**Try it**
Please report each line in the material below that includes "Sans".

**Extracted entries**
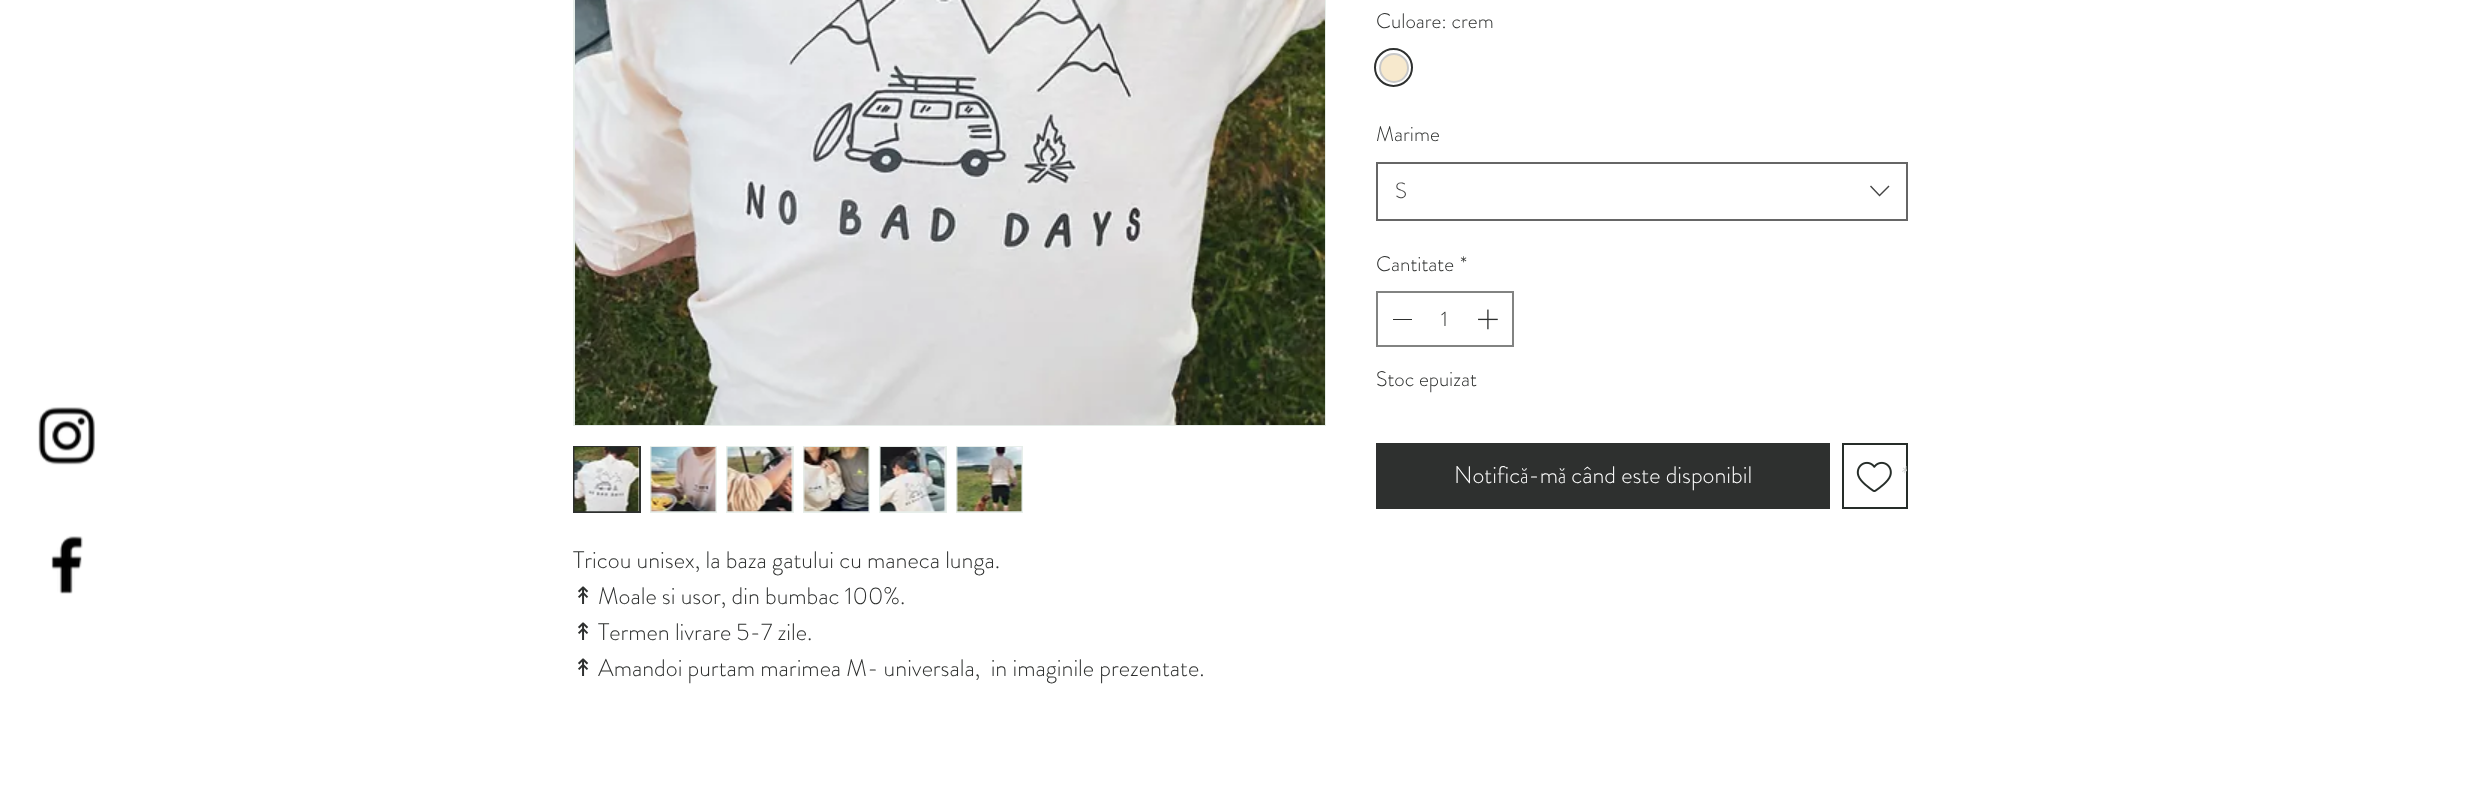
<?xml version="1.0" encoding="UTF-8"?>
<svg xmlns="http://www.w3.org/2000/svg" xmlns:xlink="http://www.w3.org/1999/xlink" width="2480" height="786">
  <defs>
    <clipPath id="clip1"><rect x="1844" y="452" width="63" height="48" /></clipPath>
  </defs>
  <rect width="100%" height="100%" fill="#ffffff" />
  <image x="38" y="407" width="57" height="58" xlink:href="image1.png" />
  <image x="51" y="536" width="32" height="58" xlink:href="image2.png" />
  <circle cx="1393.5" cy="67.5" r="18.5" fill="none" stroke="#2e302f" stroke-width="2" />
  <circle cx="1394" cy="68" r="14" fill="#f7e9cd" stroke="#c9c9c9" stroke-width="2" />
  <rect x="1377" y="163" width="530" height="57" fill="none" stroke="#666666" stroke-width="2" />
  <path d="M 1888.5 185.5 l 1 1 l -10 10 l -9.5 -10 l 1 -1 l 8.5 9 z" fill="#444444" fill-rule="evenodd" />
  <rect x="1377" y="292" width="136" height="54" fill="none" stroke="#828382" stroke-width="2" />
  <rect x="1393" y="319" width="19" height="1" fill="#2e302f" />
  <image x="1478" y="309" width="20" height="21" xlink:href="image3.png" />
  <rect x="1376" y="443" width="454" height="66" fill="#2e302f" />
  <rect x="1843" y="444" width="64" height="64" fill="none" stroke="#262d29" stroke-width="2" />
  <image x="1856" y="461" width="36" height="31" xlink:href="image4.png" />
  <rect x="574" y="-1" width="751" height="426" fill="none" stroke="#e7eeea" stroke-width="2" />
  <image x="575" y="0" width="750" height="425" xlink:href="image5.png" />
  <rect x="574" y="447" width="66" height="65" fill="none" stroke="#2e302f" stroke-width="2" />
  <image x="574" y="447" width="66" height="65" xlink:href="image6.png" />
  <rect x="651" y="447" width="65" height="65" fill="none" stroke="#e7eeea" stroke-width="2" />
  <image x="650" y="447" width="66" height="65" xlink:href="image7.png" />
  <rect x="727" y="447" width="66" height="65" fill="none" stroke="#e7eeea" stroke-width="2" />
  <image x="727" y="447" width="66" height="65" xlink:href="image8.png" />
  <rect x="804" y="447" width="65" height="65" fill="none" stroke="#e7eeea" stroke-width="2" />
  <image x="803" y="447" width="66" height="65" xlink:href="image9.png" />
  <rect x="880" y="447" width="66" height="65" fill="none" stroke="#e7eeea" stroke-width="2" />
  <image x="880" y="447" width="66" height="65" xlink:href="image10.png" />
  <rect x="957" y="447" width="65" height="65" fill="none" stroke="#e7eeea" stroke-width="2" />
  <image x="956" y="447" width="66" height="65" xlink:href="image11.png" />
  <text x="1376" y="28" style="font-family: 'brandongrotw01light'; font-size: 21px; font-weight: 300; fill: #2e302f">Culoare: crem</text>
  <text x="1376" y="141" style="font-family: 'brandongrotw01light'; font-size: 21px; font-weight: 300; fill: #2e302f">Marime</text>
  <text x="1395" y="198" style="font-family: 'brandongrotw01light'; font-size: 22px; font-weight: 300; fill: #444444">S</text>
  <text x="1376" y="271" style="font-family: 'brandongrotw01light'; font-size: 21px; font-weight: 300; fill: #2e302f">Cantitate</text>
  <text x="1460" y="271" style="font-family: 'brandongrotw01light'; font-size: 21px; font-weight: 300; fill: #2e302f">*</text>
  <text x="1441" y="326" style="font-family: 'brandongrotw01light'; font-size: 21px; font-weight: 300; fill: #2e302f">1</text>
  <text x="1376" y="386" style="font-family: 'brandongrotw01light'; font-size: 21px; font-weight: 300; fill: #2e302f">Stoc epuizat</text>
  <text x="1454" y="483" style="font-family: 'brandongrotw01light'; font-size: 24px; font-weight: 300; fill: #ffffff">Notifică-mă când este disponibil</text>
  <g clip-path="url(#clip1)">
    <text x="1898" y="483" style="font-family: 'brandongrotw01light'; font-size: 24px; font-weight: 300; font-style: italic; fill: #d2d3d2">*</text>
  </g>
  <text x="573" y="568" style="font-family: 'brandongrotw01light'; font-size: 24px; font-weight: 300; fill: #2e302f">Tricou unisex, la baza gatului cu maneca lunga.</text>
  <text x="573" y="604" style="font-family: DejaVu Sans; font-size: 24px; fill: #2e302f">↟</text>
  <text x="598" y="604" style="font-family: 'brandongrotw01light'; font-size: 24px; font-weight: 300; fill: #2e302f">Moale si usor, din bumbac 100%.</text>
  <text x="573" y="640" style="font-family: DejaVu Sans; font-size: 24px; fill: #2e302f">↟</text>
  <text x="598" y="640" style="font-family: 'brandongrotw01light'; font-size: 24px; font-weight: 300; fill: #2e302f">Termen livrare 5-7 zile.</text>
  <text x="573" y="676" style="font-family: DejaVu Sans; font-size: 24px; fill: #2e302f">↟</text>
  <text x="598" y="676" style="font-family: 'brandongrotw01light'; font-size: 24px; font-weight: 300; fill: #2e302f" xml:space="preserve">Amandoi purtam marimea M- universala,  in imaginile prezentate.</text>
</svg>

**Task result**
  <text x="573" y="604" style="font-family: DejaVu Sans; font-size: 24px; fill: #2e302f">↟</text>
  <text x="573" y="640" style="font-family: DejaVu Sans; font-size: 24px; fill: #2e302f">↟</text>
  <text x="573" y="676" style="font-family: DejaVu Sans; font-size: 24px; fill: #2e302f">↟</text>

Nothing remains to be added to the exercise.